By midday yesterday, Naspers, which owns 29 percent of Tencent, traded 3.8 percent higher at R2 643.50 on the JSE, while subsidiary Prosus, with its main listing in Amsterdam, traded 3.4 percent higher at R1 226.85 on its secondary listed market.
The share prices of both companies had slumped more than 7 percent on
Monday and on Tuesday, respectively.
The shares closed yesterday at R2 747.44 and R1 267.62.
The accelerating slide in Tencent’s share price meant its price had fallen by 42 percent from an all-time high in February.
Shareholders in Naspers and Prosus – including the Government Employees Pension Fund – have lost more than R240 billion in the value of their investments in these two groups so far this year.
Anchor fund manager Mike Gresty said in a note that Tencent’s share price drop over the past few days only took it back to levels last seen in June last year, and even after the recent decline, Tencent had delivered compound growth of more than 20 percent over the past six years, although he admitted this was likely to be of little consolation to shareholders currently.
Naspers derives some 82 percent of its underlying net asset value (NAV) from its stake in Tencent, had seen its share price decline 34 percent since a February high.

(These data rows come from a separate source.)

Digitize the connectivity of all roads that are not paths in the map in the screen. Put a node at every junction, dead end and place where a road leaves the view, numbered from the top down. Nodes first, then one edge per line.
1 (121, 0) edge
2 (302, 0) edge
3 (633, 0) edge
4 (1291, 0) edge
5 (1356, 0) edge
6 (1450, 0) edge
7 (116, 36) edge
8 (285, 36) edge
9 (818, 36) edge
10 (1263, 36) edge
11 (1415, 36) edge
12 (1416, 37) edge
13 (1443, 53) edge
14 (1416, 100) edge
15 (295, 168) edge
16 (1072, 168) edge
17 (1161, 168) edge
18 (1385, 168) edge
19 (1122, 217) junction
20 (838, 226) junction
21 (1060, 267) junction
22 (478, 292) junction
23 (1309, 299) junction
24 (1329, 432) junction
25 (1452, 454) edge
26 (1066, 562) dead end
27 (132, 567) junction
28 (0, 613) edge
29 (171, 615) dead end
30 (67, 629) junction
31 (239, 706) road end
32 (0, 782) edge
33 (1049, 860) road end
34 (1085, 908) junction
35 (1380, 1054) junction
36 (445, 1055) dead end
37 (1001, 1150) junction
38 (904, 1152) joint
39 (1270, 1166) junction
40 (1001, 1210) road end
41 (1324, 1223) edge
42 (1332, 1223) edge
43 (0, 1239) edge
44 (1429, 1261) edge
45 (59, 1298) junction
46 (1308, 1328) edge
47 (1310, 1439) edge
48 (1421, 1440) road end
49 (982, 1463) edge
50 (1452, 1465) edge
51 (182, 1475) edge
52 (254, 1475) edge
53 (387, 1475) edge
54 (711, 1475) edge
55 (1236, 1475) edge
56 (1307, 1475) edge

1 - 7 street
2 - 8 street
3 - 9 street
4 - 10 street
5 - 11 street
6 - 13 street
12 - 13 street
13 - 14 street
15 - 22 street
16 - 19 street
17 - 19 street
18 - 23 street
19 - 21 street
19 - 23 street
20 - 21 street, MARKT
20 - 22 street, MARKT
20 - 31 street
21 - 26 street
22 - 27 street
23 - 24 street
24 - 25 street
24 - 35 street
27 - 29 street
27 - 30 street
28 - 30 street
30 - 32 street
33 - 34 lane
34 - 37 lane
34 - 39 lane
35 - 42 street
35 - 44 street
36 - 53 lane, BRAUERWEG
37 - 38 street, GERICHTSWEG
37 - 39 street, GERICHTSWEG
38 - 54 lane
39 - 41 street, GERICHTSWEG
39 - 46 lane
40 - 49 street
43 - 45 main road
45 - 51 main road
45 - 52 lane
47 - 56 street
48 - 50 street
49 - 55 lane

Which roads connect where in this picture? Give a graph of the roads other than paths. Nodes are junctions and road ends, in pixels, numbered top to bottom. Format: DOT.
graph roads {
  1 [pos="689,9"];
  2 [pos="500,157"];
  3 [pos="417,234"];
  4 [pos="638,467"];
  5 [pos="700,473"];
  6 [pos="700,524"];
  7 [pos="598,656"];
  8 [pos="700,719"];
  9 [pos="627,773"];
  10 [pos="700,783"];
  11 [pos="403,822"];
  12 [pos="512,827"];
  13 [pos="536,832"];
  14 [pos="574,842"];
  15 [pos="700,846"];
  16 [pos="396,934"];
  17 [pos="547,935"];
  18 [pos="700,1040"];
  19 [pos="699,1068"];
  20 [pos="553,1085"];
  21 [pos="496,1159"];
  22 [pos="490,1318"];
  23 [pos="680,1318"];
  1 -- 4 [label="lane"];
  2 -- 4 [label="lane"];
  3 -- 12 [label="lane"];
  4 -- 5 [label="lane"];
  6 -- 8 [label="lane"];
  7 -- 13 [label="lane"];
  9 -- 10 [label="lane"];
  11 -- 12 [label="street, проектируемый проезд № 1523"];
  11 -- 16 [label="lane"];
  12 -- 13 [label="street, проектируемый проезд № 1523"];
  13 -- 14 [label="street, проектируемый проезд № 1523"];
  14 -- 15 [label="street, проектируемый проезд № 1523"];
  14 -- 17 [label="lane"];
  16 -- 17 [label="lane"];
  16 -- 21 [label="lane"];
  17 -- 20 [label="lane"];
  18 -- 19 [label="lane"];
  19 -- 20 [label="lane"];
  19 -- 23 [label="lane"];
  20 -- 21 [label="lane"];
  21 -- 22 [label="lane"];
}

Gresty said the fact that Naspers’s share price had fallen by less than that of Tencent’s was thanks to rand depreciation over the intervening period.
“We have been sceptical of the view that Naspers’s large discount to NAV would provide much protection for Naspers shareholders in the event of a large Tencent share price drop and, this time around, the discount provided very little protection,” said Gresty.
Gryphon Asset Management portfolio manager Casparus Treunicht said the move by the Chinese government might only be a precursor to further controls on the tech sector in that country, and the changes were permanent in nature, suggesting structural changes to the operations of Tencent.
He said the tighter regulation might also “snowball” into other countries.
The growing regulation of tech companies by governments was, for instance, evidenced by recent talks among G20 leaders for a minimum global corporate tax rate of 15 percent on large tech companies.
Regulation was being tightened because these companies had crossed “a number of boundaries” in recent years, such as being taxed only in their home countries while generating income from other countries, said Treurnicht.
He said Naspers’s and Prosus’s share prices had broken their long-term upward trend.